Much has been written about the German concentration camp in Oświęcim and Auschwitz. This camp was established in accordance with the project developed in the Office of the SS and Police Senior Commander in Wroclaw, the head of which was SS-Gruppenfuhrer Erich von dem Bach-Zalewski.
On 14 June 1940, the first transport of political prisoners (Poles) numbering 728 people, were directed to be sent to Auschwitz by the commander of SIPO (the German Commander in the city and county of Kracow) from the prison in Tarnów to Koncentration Lager, Auschwitz. The prisoners were given numbers from 31 to 758.
Numbers 1-30 were received by criminals who came on May 20, 1940 from K.L. Sachsenhausen. They were intended to take on auxiliary functions in the newly created camp. The SS informed them that they would be dealing with Polish criminals in Auschwitz.
In the group of the first prisoners from number 30 above, there were many young Poles caught while trying to escape to the West in order to join the Polish Armed Forces in Great Britain. We all are aware of the millions of Poles, Jews, gypsies, homosexuals and political prisoners that followed.
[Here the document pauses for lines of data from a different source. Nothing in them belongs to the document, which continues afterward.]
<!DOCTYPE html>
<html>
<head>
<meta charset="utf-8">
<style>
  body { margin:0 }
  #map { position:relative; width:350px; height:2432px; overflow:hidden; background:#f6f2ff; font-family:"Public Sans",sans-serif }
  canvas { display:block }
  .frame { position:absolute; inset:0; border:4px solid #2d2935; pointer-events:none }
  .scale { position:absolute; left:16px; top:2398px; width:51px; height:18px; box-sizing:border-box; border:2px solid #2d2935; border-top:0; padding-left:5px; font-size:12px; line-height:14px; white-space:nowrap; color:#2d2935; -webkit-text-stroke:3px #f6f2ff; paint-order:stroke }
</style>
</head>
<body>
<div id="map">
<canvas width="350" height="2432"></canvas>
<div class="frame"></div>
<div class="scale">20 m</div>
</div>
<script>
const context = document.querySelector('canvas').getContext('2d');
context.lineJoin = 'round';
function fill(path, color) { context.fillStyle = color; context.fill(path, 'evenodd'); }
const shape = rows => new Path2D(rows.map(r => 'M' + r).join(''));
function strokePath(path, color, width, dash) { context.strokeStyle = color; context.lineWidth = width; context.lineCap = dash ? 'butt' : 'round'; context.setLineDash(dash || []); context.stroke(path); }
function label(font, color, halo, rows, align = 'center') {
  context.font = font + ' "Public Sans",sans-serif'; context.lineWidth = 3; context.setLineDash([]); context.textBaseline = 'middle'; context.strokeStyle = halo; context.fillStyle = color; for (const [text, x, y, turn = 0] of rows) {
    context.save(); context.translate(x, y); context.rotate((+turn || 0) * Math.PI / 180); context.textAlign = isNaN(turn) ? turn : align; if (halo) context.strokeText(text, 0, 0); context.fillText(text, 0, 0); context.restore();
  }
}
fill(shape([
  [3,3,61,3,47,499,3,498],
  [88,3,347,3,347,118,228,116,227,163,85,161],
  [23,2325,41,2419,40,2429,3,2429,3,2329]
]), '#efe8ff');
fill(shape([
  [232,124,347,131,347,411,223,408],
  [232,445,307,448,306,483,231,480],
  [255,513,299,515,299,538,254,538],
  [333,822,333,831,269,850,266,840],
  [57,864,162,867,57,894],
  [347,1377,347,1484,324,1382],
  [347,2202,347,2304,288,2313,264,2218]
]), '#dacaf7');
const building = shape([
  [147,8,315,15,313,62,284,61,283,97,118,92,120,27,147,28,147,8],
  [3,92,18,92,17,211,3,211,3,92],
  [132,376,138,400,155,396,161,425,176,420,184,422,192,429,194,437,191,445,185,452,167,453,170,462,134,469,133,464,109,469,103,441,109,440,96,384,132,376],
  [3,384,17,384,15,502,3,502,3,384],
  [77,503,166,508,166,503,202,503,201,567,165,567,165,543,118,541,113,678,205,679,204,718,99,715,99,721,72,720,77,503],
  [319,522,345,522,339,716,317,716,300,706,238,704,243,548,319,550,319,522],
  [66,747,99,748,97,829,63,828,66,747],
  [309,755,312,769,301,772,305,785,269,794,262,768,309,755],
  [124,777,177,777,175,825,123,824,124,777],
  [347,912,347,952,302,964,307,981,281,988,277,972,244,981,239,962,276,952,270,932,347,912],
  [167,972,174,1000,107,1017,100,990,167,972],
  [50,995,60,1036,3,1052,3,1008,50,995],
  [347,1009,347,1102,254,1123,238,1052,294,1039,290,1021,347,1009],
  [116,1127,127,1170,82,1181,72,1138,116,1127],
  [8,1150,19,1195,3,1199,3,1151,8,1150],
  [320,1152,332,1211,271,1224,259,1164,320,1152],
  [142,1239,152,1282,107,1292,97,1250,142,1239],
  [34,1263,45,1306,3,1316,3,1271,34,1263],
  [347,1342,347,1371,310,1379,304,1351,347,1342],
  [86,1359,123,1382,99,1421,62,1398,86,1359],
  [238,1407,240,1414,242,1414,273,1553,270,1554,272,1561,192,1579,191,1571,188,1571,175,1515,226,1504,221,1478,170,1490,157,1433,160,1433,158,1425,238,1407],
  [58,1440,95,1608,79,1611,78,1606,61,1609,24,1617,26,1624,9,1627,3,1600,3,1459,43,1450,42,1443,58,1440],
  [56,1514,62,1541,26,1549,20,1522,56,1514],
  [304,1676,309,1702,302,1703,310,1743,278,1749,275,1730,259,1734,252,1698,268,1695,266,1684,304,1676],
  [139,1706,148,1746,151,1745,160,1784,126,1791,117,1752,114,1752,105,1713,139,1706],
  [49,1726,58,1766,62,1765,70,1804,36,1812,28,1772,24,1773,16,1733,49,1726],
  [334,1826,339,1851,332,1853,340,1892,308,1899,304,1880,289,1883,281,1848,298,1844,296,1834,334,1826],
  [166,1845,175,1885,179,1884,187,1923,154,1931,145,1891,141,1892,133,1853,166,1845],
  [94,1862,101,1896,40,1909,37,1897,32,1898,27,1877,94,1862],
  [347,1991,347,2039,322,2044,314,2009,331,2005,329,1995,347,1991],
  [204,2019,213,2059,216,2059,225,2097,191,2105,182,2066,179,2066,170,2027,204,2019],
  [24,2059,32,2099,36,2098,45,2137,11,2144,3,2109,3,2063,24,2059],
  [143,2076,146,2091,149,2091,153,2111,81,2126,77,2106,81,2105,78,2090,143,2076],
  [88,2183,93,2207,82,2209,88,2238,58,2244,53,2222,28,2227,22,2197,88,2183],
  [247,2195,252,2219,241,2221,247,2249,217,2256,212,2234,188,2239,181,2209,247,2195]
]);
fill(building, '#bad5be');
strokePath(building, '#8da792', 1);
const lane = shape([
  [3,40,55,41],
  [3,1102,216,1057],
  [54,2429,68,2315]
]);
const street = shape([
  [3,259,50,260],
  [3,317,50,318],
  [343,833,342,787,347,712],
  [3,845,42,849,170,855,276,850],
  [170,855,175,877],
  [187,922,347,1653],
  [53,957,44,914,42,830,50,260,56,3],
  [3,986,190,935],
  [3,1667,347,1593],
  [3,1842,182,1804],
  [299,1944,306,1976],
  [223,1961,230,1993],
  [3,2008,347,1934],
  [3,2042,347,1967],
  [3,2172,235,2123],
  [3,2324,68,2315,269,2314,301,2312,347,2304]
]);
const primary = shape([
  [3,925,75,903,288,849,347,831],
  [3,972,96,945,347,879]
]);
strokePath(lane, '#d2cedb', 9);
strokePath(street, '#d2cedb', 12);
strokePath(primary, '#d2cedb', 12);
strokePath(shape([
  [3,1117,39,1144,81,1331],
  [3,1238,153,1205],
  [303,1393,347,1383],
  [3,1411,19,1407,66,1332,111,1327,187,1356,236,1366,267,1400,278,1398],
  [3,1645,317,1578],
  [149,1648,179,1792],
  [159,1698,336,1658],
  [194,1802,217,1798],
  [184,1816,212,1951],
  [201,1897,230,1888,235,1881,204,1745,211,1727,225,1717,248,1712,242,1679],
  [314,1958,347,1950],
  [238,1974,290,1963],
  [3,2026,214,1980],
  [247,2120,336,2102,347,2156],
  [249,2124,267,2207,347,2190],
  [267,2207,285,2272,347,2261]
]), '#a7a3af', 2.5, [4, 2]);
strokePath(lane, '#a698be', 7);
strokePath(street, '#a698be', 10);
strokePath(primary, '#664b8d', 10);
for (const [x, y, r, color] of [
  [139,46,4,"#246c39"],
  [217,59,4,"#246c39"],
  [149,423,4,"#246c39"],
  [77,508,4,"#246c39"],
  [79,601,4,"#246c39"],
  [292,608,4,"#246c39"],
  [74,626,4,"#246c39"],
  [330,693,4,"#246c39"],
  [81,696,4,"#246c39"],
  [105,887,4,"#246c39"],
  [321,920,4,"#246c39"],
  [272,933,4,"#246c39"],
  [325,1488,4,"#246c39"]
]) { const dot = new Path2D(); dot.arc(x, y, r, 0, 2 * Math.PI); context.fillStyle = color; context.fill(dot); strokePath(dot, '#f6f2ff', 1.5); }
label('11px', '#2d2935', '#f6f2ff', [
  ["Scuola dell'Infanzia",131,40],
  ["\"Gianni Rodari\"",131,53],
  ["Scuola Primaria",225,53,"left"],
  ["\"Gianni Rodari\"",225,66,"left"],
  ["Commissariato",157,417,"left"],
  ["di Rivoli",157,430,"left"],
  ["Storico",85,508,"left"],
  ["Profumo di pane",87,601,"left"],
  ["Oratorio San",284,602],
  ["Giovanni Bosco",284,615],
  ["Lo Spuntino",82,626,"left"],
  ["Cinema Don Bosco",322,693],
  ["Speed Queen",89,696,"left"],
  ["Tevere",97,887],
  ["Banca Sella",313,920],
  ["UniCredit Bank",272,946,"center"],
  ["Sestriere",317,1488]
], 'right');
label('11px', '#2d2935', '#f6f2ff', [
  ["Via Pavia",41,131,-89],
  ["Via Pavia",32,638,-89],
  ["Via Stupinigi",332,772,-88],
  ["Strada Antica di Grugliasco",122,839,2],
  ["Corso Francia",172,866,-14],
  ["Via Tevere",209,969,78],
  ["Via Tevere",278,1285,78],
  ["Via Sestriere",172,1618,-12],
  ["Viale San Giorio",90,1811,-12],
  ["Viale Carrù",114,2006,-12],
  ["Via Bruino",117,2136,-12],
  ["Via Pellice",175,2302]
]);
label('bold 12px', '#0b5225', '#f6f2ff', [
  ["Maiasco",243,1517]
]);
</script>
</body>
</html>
On 10 June 1940 J.A. Topf in Erfurt developed and approved a technical drawing for Auschwitz of a coke-fired furnace for the cremation of corpses. This indicated that the SS authorities anticipated particularly high mortality among Polish prisoners in the new concentration camp 4. This was used for the disposal of the murdered millions that followed.
Once the Soviet army occupied these areas in January 1945, prisoners who survived these German monstrosities were released from the camp. It seemed that the tragic time of the camp’s activity was over. However, this proved not to be true.
The authority established in Poland by the Soviet Terror began the fight against the Anti-Communist Underground Troops. Post-German concentration camps were used by the Communist Regime to deal with Polish Resistance and soldiers who fought with the allies who refused to accept the new Soviet occupation.
As the correspondent of the New York Times in Poland, Gladwin Hill, reported about the newly created concentration camp in Oświęcim, “The camp is surrounded by barbed wire through which electricity passes. They calculate the number of prisoners at around 100,000. Officially from Warsaw circles, there are only 1,000 political prisoners, but officials in private conversations admit that there are between 60,000 and 80,000 – apparently mainly German people (‘Volksdeutsche’)”1. Later on the same correspondent wrote: “Round-ups are carried out and people whose only crime is suspected of opposition to the system controlled by communists are arrested.”
The Washington correspondent of the Daily Mail confirmed this information, claiming: “The makeshift Warsaw government reopened the notorious Nazi concentration camp in Oświęcim.” He further wrote, citing the official Warsaw circles that only the Germans or Volksdeutsche were arrested, but other information shows that thousands of Poles were arrested for opposition to the communist regime.
The editors published a letter from a former prisoner of the German concentration camp in Auschwitz (issue 809) in Dziennik Żołnierza APW. In his letter he wrote: “We thought that the German concentration camps disappeared once and for all”, but “Meanwhile, only the uniforms of the guard changed in the Auschwitz camp, the skull has been replaced by a hammer and sickle. The camp populated again and, unfortunately, as in 1940, it began with Poles. The third part of the huge complex of Oświęcim camps (the whole could hold about 200,000 people) is currently filled by Polish citizens, mostly soldiers of the Home Army and members of underground organizations. To hide this from the eyes of the public, they were dressed as Volksdeutsch dressed mostly in German uniforms, with the letter „V” painted on their chest and back, to confuse and to preserve the appearance of real Volksdeutsch from the former Government”. Hungry and abused by continuous interrogations, they died behind barbed wire. The very people who had fought a bloody fight for five years against the German occupier. It was noted that “The camp is dirty, with services not working, the sewage system does not work, the light is only in buildings inhabited by sentry units (prisoners call them “Russian SS-men”), along with the electric fence and in the guard towers manned with machine guns. Russian soldiers take the last money, watches, valuables and even shoes from hungry prisoners for a piece of bread”.
According to reports, imprisoned in this concentration camp after January 1945, were many Jewish citizens from Russia, who to save themselves understandably, worked under changed names as supervisors. We also know that the same Jews were later also managers and supervisors in Soviet labour camps where many thousands of Poles died because that was Stalin’s order. Some under this regime were barbarised and changed. For example, the head of the camp in Świętochłowice-Zgoda, in the place of the former branch of Auschwitz, stood a sadist of Jewish origin, Solomon Morel. In 2005, Israel refused to extradite this alleged criminal to Poland.
The tragic history of the concentration camp in Oświęcim did not end when the Germans withdrew from Poland, it lasted for a long time supervised by Soviet soldiers with the full consent of Polish communists – forming the puppet Polish government established by Stalin.
We should not forget about this abomination against the memory of our ancestors who died in this camp after 1945, for the liberation of Poland and for our and your freedom and the freedom of all Europe!